WHAT IS BEING ASKED: In the material below, how many lines include the string "hand"? Answer with the number and nothing else.

DATA TO EXAMINE:
=-=-=-=-=

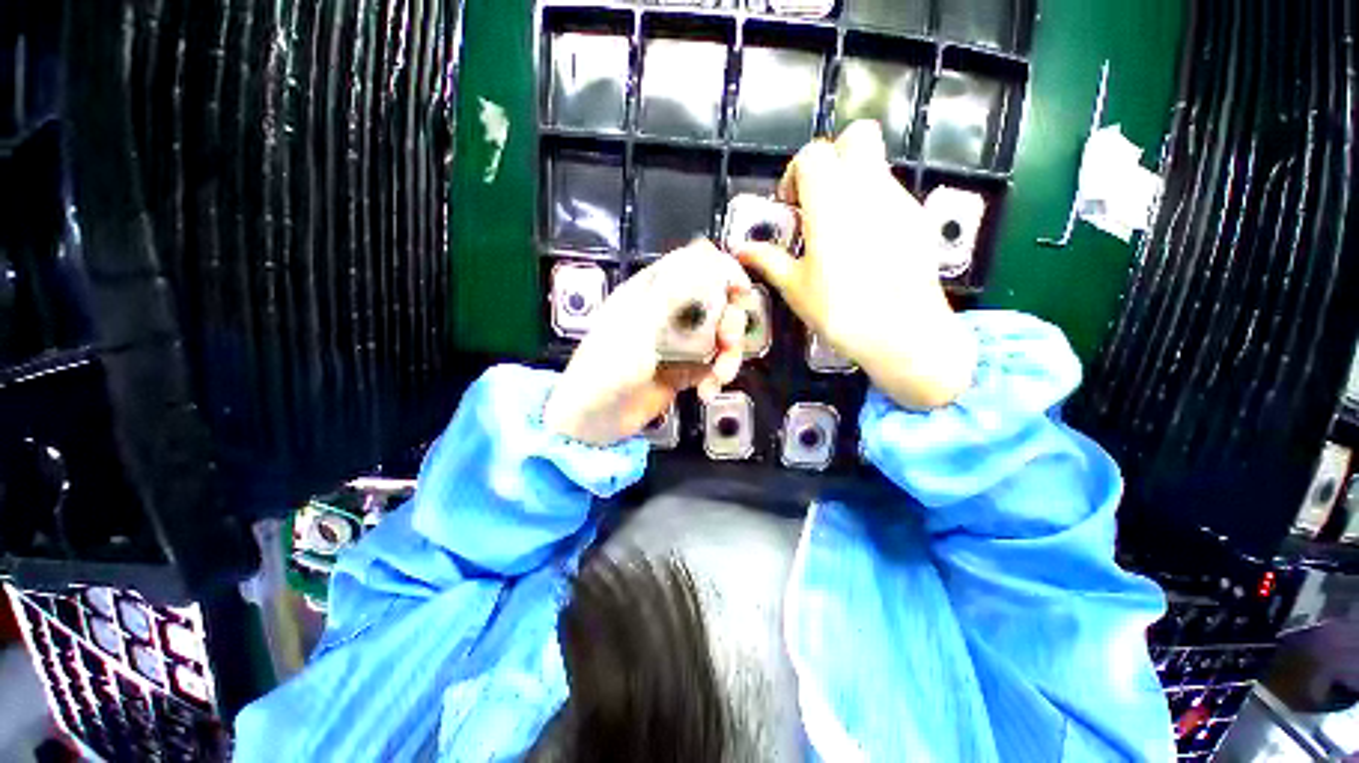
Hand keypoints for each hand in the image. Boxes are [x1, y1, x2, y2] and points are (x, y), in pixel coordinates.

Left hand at [544, 241, 753, 445]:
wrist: (595, 419)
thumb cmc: (607, 367)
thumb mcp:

=-=-=-=-=

FINAL ANSWER: 2